Across the records that follow, give the number of lines containing the word "Красной" and nothing else.

- - - - -

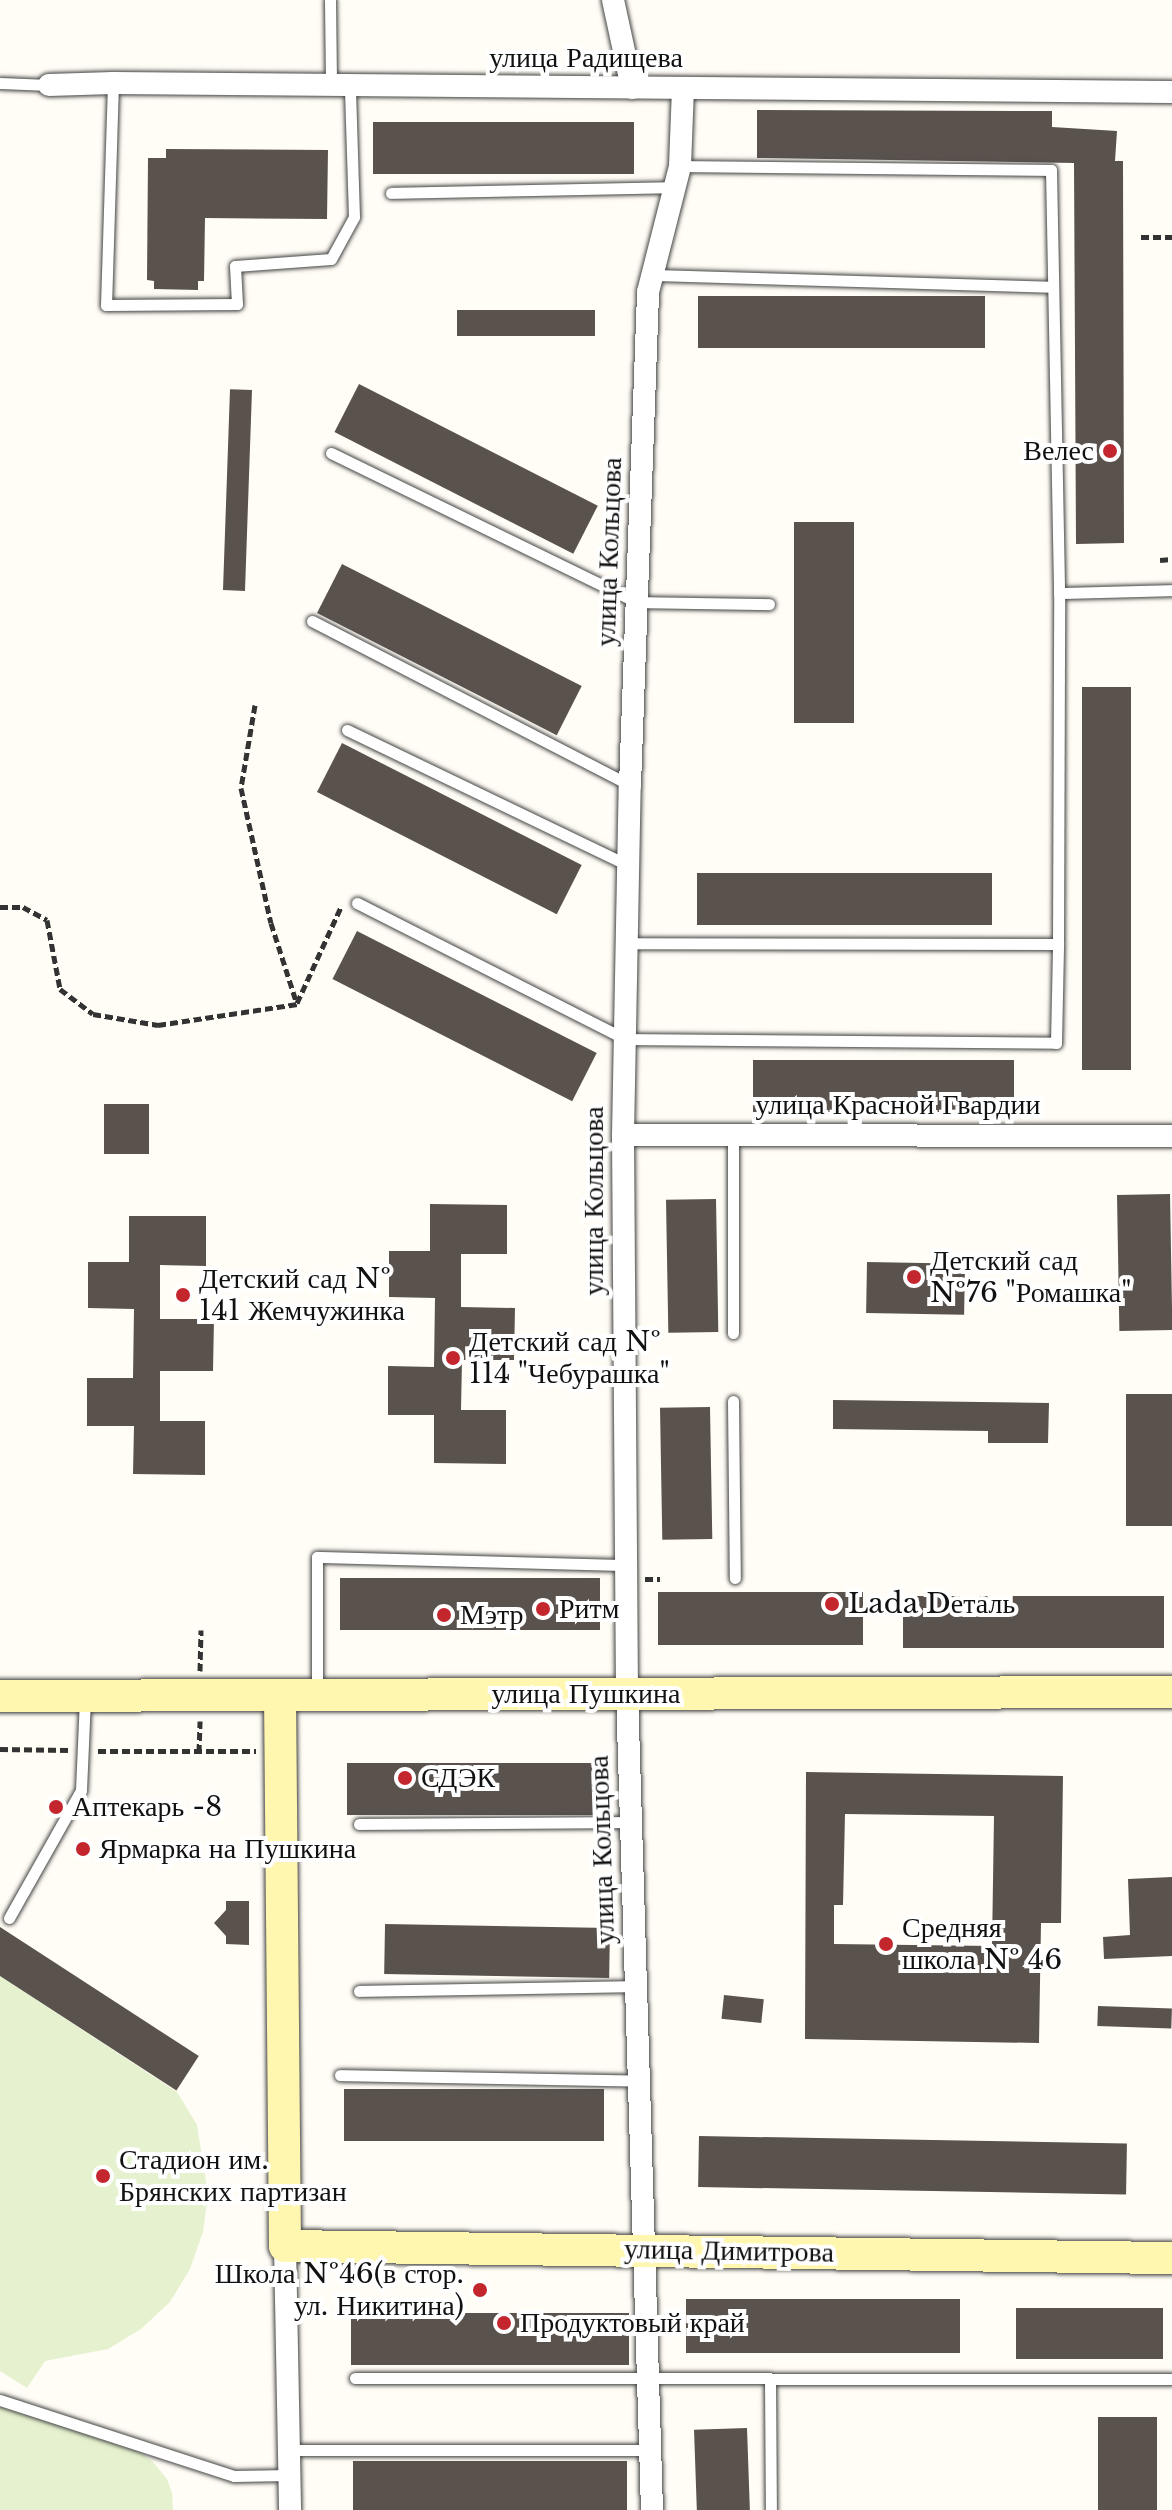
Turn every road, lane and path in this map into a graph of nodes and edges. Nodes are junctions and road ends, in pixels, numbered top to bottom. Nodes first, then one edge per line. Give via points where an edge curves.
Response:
1 (330, 0) edge
2 (613, 0) edge
3 (0, 83) edge
4 (113, 83) junction
5 (49, 85) joint
6 (341, 87) junction
7 (632, 88) junction
8 (683, 88) junction
9 (1172, 92) edge
10 (677, 176) junction
11 (391, 193) dead end
12 (1141, 237) dead end
13 (1172, 237) edge
14 (652, 275) junction
15 (1053, 287) junction
16 (331, 453) dead end
17 (1172, 559) edge
18 (1160, 560) dead end
19 (1172, 590) edge
20 (1059, 593) junction
21 (637, 602) junction
22 (769, 604) dead end
23 (312, 621) dead end
24 (255, 705) dead end
25 (347, 730) dead end
26 (630, 785) junction
27 (629, 865) junction
28 (346, 894) dead end
29 (357, 903) dead end
30 (0, 907) edge
31 (627, 943) junction
32 (1058, 944) junction
33 (297, 1004) junction
34 (625, 1039) junction
35 (623, 1135) junction
36 (733, 1135) junction
37 (1172, 1136) edge
38 (733, 1333) dead end
39 (733, 1401) dead end
40 (626, 1565) junction
41 (735, 1578) dead end
42 (1172, 1692) edge
43 (627, 1694) junction
44 (280, 1695) junction
45 (317, 1695) junction
46 (0, 1696) edge
47 (85, 1696) junction
48 (0, 1749) edge
49 (84, 1750) junction
50 (282, 1752) junction
51 (631, 1822) junction
52 (359, 1824) dead end
53 (9, 1918) dead end
54 (636, 1986) junction
55 (359, 1991) dead end
56 (340, 2075) dead end
57 (639, 2081) junction
58 (285, 2246) junction
59 (644, 2249) junction
60 (1172, 2258) edge
61 (355, 2378) dead end
62 (648, 2378) junction
63 (1172, 2379) edge
64 (770, 2380) junction
65 (0, 2400) edge
66 (288, 2450) junction
67 (650, 2450) junction
68 (289, 2475) junction
69 (290, 2510) edge
70 (652, 2510) edge
71 (771, 2510) edge

1 - 6 lane
2 - 7 street
3 - 5 lane, улица Радищева
4 - 5 street, улица Радищева
4 - 6 street, улица Радищева
4 - 6 lane via 106,305 237,304 235,266 331,259 354,217
6 - 7 street, улица Радищева
7 - 8 street, улица Радищева
8 - 9 street, улица Радищева
8 - 10 street, улица Кольцова
10 - 11 lane
10 - 14 street, улица Кольцова
10 - 15 lane via 1051,170
12 - 13 path
14 - 15 lane
14 - 21 street, улица Кольцова
15 - 20 lane
16 - 21 lane
17 - 18 path
19 - 20 lane
20 - 32 lane
21 - 22 lane
21 - 26 street, улица Кольцова
23 - 26 lane
24 - 33 path via 241,788 271,923
25 - 27 lane
26 - 27 street, улица Кольцова
27 - 31 street, улица Кольцова
28 - 33 path
29 - 34 lane
30 - 33 path via 23,907 47,920 60,989 93,1014 158,1025
31 - 32 lane
31 - 34 street, улица Кольцова
32 - 34 lane via 1056,1043
34 - 35 street, улица Кольцова
35 - 36 street, улица Красной Гвардии
35 - 40 street, улица Кольцова
36 - 37 street, улица Красной Гвардии
36 - 38 lane
39 - 41 lane
40 - 43 street, улица Кольцова
40 - 45 lane via 317,1557
42 - 43 main road, улица Пушкина
43 - 45 main road, улица Пушкина
43 - 51 street, улица Кольцова
44 - 45 main road, улица Пушкина
44 - 47 main road, улица Пушкина
44 - 50 main road
46 - 47 main road, улица Пушкина
47 - 49 lane
48 - 49 path
49 - 50 path
49 - 53 lane via 81,1790
50 - 58 main road
51 - 52 lane
51 - 54 street, улица Кольцова
54 - 55 lane
54 - 57 street, улица Кольцова
56 - 57 lane
57 - 59 street, улица Кольцова
58 - 59 main road, улица Димитрова
58 - 66 street
59 - 60 main road, улица Димитрова
59 - 62 street, улица Кольцова
61 - 62 lane
62 - 64 lane
62 - 67 street, улица Кольцова
63 - 64 lane
64 - 71 lane
65 - 68 lane via 234,2476
66 - 67 lane
66 - 68 street
67 - 70 street, улица Кольцова
68 - 69 street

- - - - -

-- OUTPUT OF THE EXERCISE --
2